A lesson in humidity? No sweat
Years ago, I started a new job as a senior engineer for a medical-device company that designed and manufactured products for use in cardiology to diagnose heart arrhythmias and other types of patient monitoring. My first assignment was to explain and fix the outrageously high failure rate of a Holter recorder. In 1961, American biophysicist Norman Holter, MD, invented the device, which uses electrodes connected to the patient’s chest to record the ECG (electrocardiogram) waveform over a 24- or 48-hour period. The long recording period allows cardiologists to capture any ECG events that may occur only during certain times of the day or during certain activities, such as while a patient is sleeping or at work.
As I began to investigate, I found out that this situation had been going on for some time and customers were now demanding new units. Our repair department generally could not find anything wrong with the recorders, even though customers would send along recordings showing ECG waveforms that would “go nuts” with huge amounts of noise, swinging from rail to rail for varying periods—sometime for hours. I estimated that the company had scrapped $800,000 worth of parts.
After spending a week or two looking over schematics and talking to everyone I could find who might have a clue, I decided to do some environmental testing. Bingo. I was able to re-create the failure mechanism by raising the humidity level. As I thought about it, it all started to make sense. Patients wore the recorders to bed at night under the covers; they showered with them on. Patients entered warm rooms from the cold outdoors, causing condensation to form on the PCBs (printed-circuit boards). About two in five would fail at high humidity, and all would fail with condensation. Most would recover and work fine after they dried out, but some sustained permanent damage.

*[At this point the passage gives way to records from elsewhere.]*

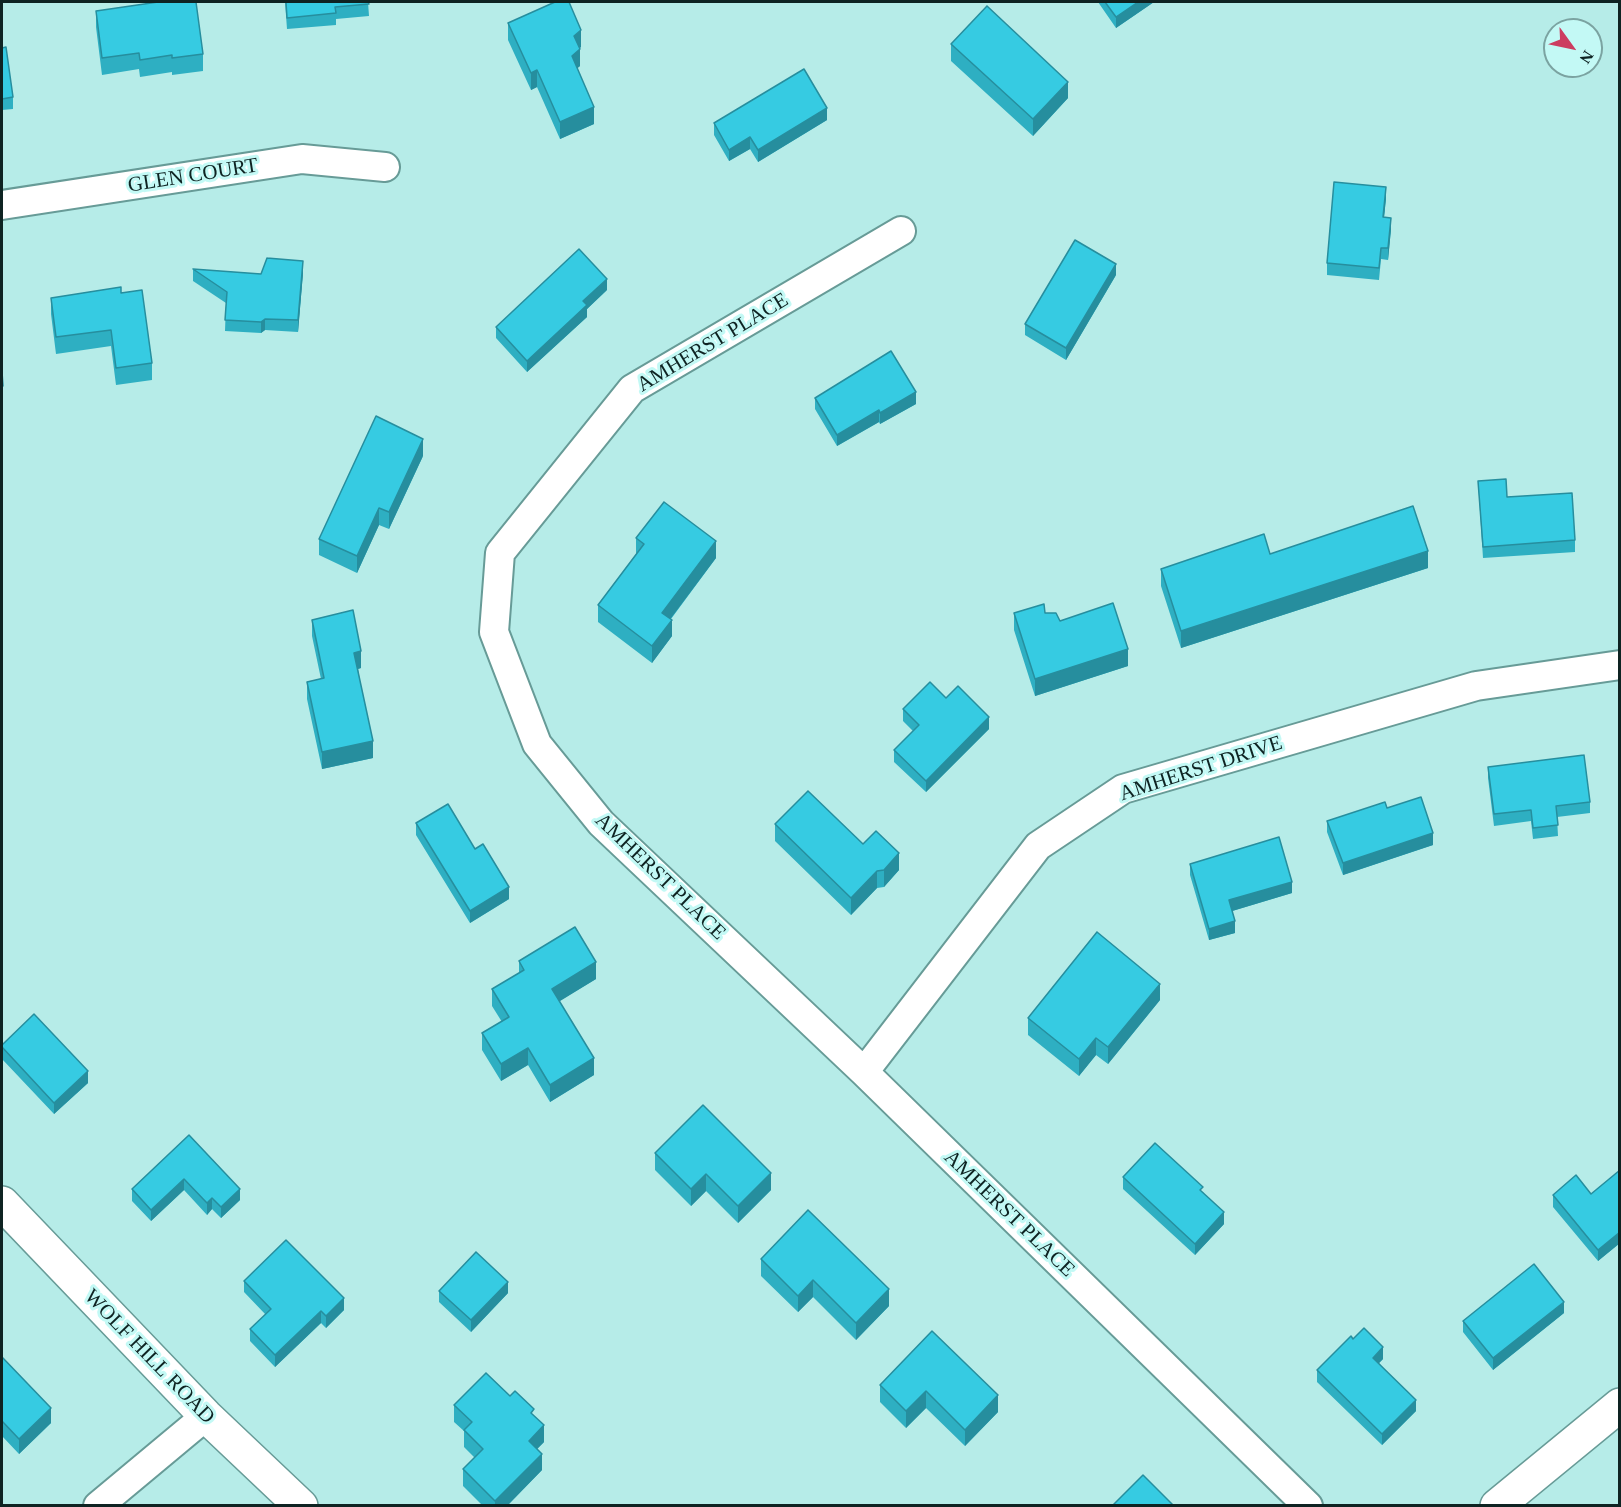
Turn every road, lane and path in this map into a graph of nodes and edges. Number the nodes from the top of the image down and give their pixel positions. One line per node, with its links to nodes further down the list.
1 (385, 167): 2 (street, GLEN COURT)
2 (2, 205)
3 (901, 231): 5 (street, AMHERST PLACE)
4 (1620, 664): 5 (street, AMHERST DRIVE)
5 (864, 1072): 11 (street, AMHERST PLACE)
6 (2, 1203): 8 (street, WOLF HILL ROAD)
7 (1620, 1405): 12 (street)
8 (206, 1416): 9 (street); 10 (street, WOLF HILL ROAD)
9 (98, 1506)
10 (301, 1506)
11 (1308, 1506)
12 (1497, 1506)

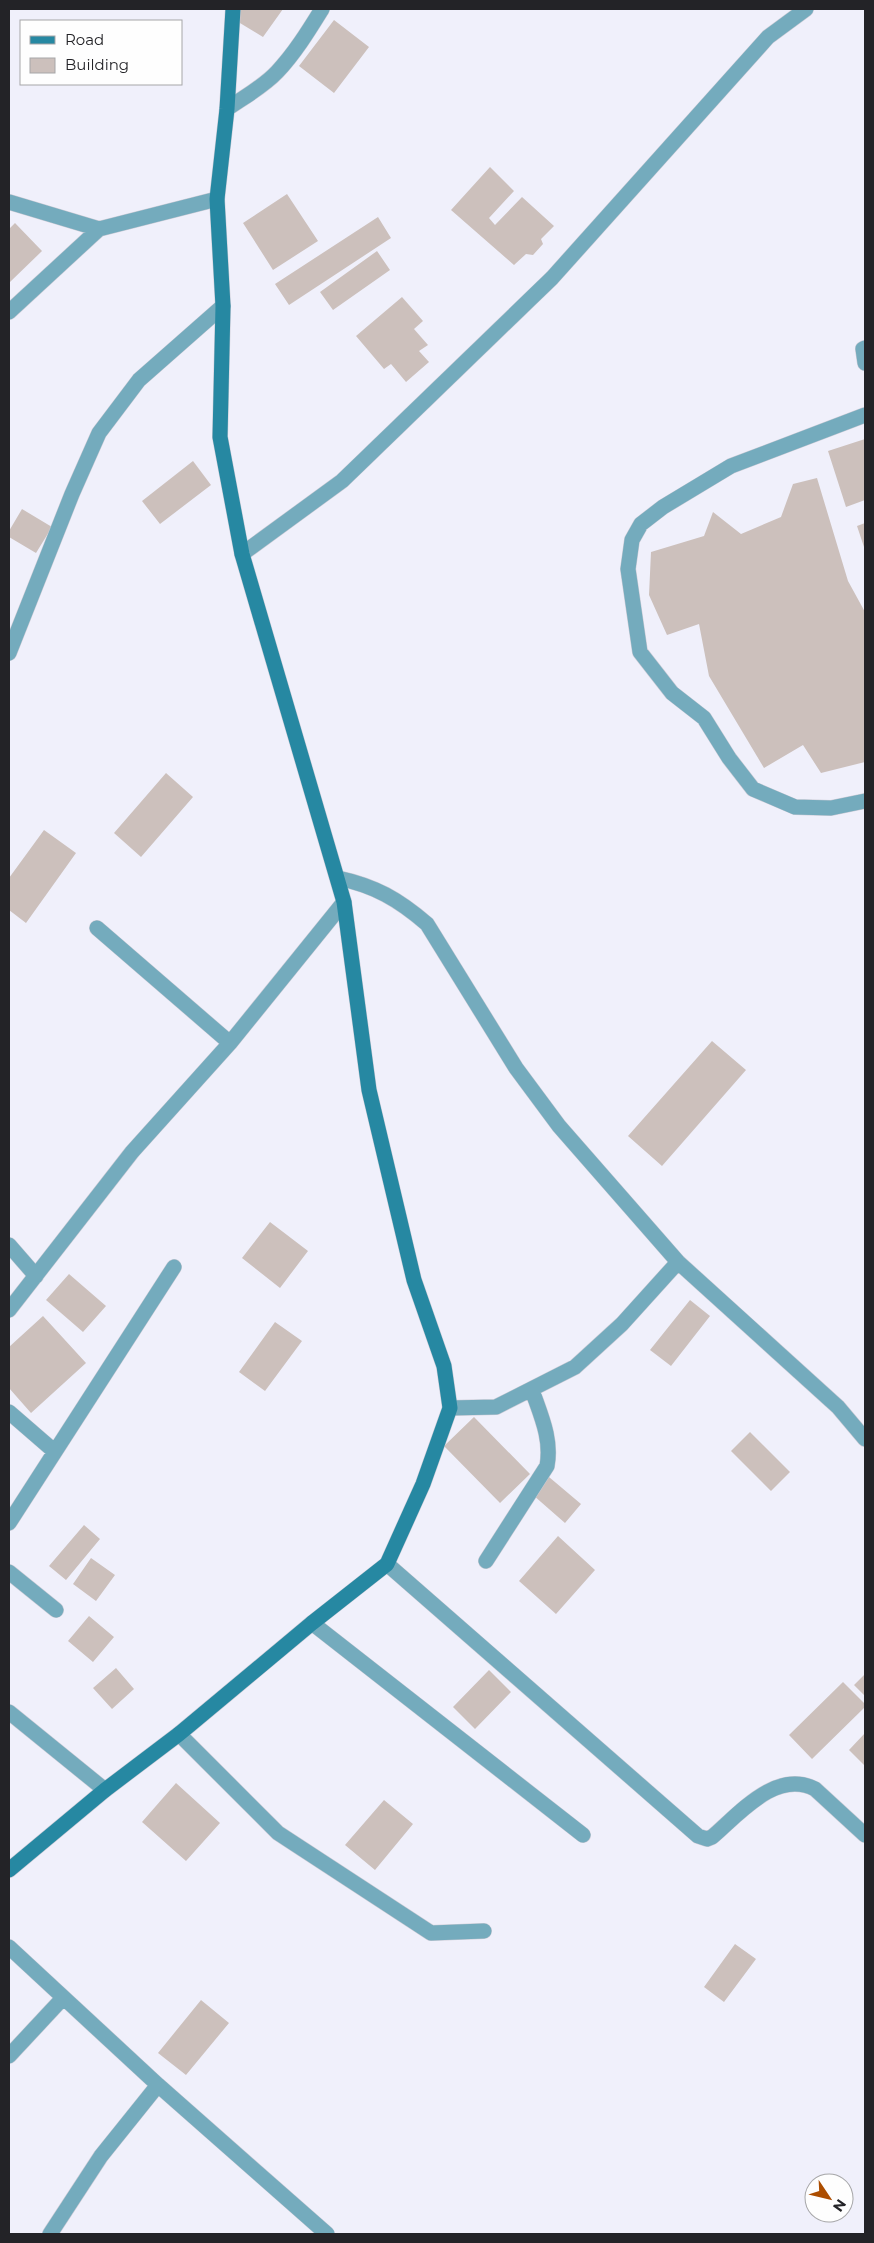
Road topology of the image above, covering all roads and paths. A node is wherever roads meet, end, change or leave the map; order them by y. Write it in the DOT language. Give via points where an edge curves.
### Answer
graph roads {
  1 [pos="233,9"];
  2 [pos="322,9"];
  3 [pos="806,9"];
  4 [pos="227,109"];
  5 [pos="217,199"];
  6 [pos="9,202"];
  7 [pos="99,229"];
  8 [pos="223,306"];
  9 [pos="9,312"];
  10 [pos="865,348"];
  11 [pos="865,363"];
  12 [pos="865,415"];
  13 [pos="242,554"];
  14 [pos="9,653"];
  15 [pos="865,801"];
  16 [pos="338,878"];
  17 [pos="344,902"];
  18 [pos="96,928"];
  19 [pos="230,1043"];
  20 [pos="9,1245"];
  21 [pos="678,1262"];
  22 [pos="174,1267"];
  23 [pos="36,1276"];
  24 [pos="9,1310"];
  25 [pos="532,1390"];
  26 [pos="450,1408"];
  27 [pos="9,1412"];
  28 [pos="865,1439"];
  29 [pos="54,1450"];
  30 [pos="9,1522"];
  31 [pos="486,1561"];
  32 [pos="387,1564"];
  33 [pos="9,1572"];
  34 [pos="56,1610"];
  35 [pos="312,1623"];
  36 [pos="9,1712"];
  37 [pos="178,1734"];
  38 [pos="105,1790"];
  39 [pos="865,1834"];
  40 [pos="583,1835"];
  41 [pos="9,1870"];
  42 [pos="484,1932"];
  43 [pos="9,1947"];
  44 [pos="63,1998"];
  45 [pos="9,2056"];
  46 [pos="158,2085"];
  47 [pos="50,2234"];
  48 [pos="327,2234"];
  1 -- 4 [label="street"];
  2 -- 4 [label="street" via="276,72 258,89"];
  3 -- 13 [label="street" via="768,37 552,278 425,402 342,481"];
  4 -- 5 [label="street"];
  5 -- 7 [label="street"];
  5 -- 8 [label="street"];
  6 -- 7 [label="street"];
  7 -- 9 [label="street"];
  8 -- 13 [label="street" via="220,437"];
  8 -- 14 [label="street" via="139,380 99,433"];
  10 -- 11 [label="street"];
  12 -- 15 [label="street" via="731,466 663,507 641,524 632,540 628,569 640,652 672,693 704,718 753,789 795,807 831,808"];
  13 -- 16 [label="street"];
  16 -- 17 [label="street"];
  16 -- 21 [label="street" via="366,884 409,908 427,924 521,1075 559,1126"];
  17 -- 19 [label="street"];
  17 -- 26 [label="street" via="369,1090 414,1280 444,1366"];
  18 -- 19 [label="street"];
  19 -- 23 [label="street" via="132,1152"];
  20 -- 23 [label="street"];
  21 -- 25 [label="street" via="622,1324 575,1367"];
  21 -- 28 [label="street" via="838,1407"];
  22 -- 29 [label="street"];
  23 -- 24 [label="street"];
  25 -- 26 [label="street" via="496,1407"];
  25 -- 31 [label="street" via="548,1437 550,1452 547,1466"];
  26 -- 32 [label="street" via="424,1484"];
  27 -- 29 [label="street"];
  29 -- 30 [label="street"];
  32 -- 35 [label="street"];
  32 -- 39 [label="street" via="698,1836 712,1837 760,1796 796,1783 815,1790"];
  33 -- 34 [label="street"];
  35 -- 37 [label="street"];
  35 -- 40 [label="street"];
  36 -- 38 [label="street"];
  37 -- 38 [label="street"];
  37 -- 42 [label="street" via="278,1833 431,1933"];
  38 -- 41 [label="street"];
  43 -- 44 [label="street"];
  44 -- 45 [label="street"];
  44 -- 46 [label="street"];
  46 -- 47 [label="street" via="101,2156"];
  46 -- 48 [label="street"];
}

A little more investigation and a long talk with a chemist from our hybrid lab led to a conclusion: Humidity, along with hygroscopic surface contamination, absorbs moisture from the air, resulting in conductivity along the surface between traces. The leakage causes metal-migration electroplating. Branchlike structures, or dendrites, form between the traces, causing microscopic short circuits that are so small they blow open like a fuse as the current rises. The abruptly changing leakage currents were causing the noisy ECG signals. Keeping the surface clean is important but does not prevent condensation problems because the water can absorb carbon dioxide from the air, forming carbonic acid, which is conductive.
The solution was to clean, dry, and then coat the entire PCB with a conformal material to keep moisture out. It took a lot of effort to get someone to make the tough decision to go ahead with the process change. Once they got the OK, some of the engineers went to work on the weekend, and, by Monday morning, they had hooked up a dishwasher to a deionized-water source. Using that machine along with an electric oven, both from Sears, they had the conformal-coating process up and running a few days later.
So, the Holter-recorder problem had disappeared, and I was a hero for about 15 minutes. We could do nothing about the boxes of scrapped recorders or those still out in the field.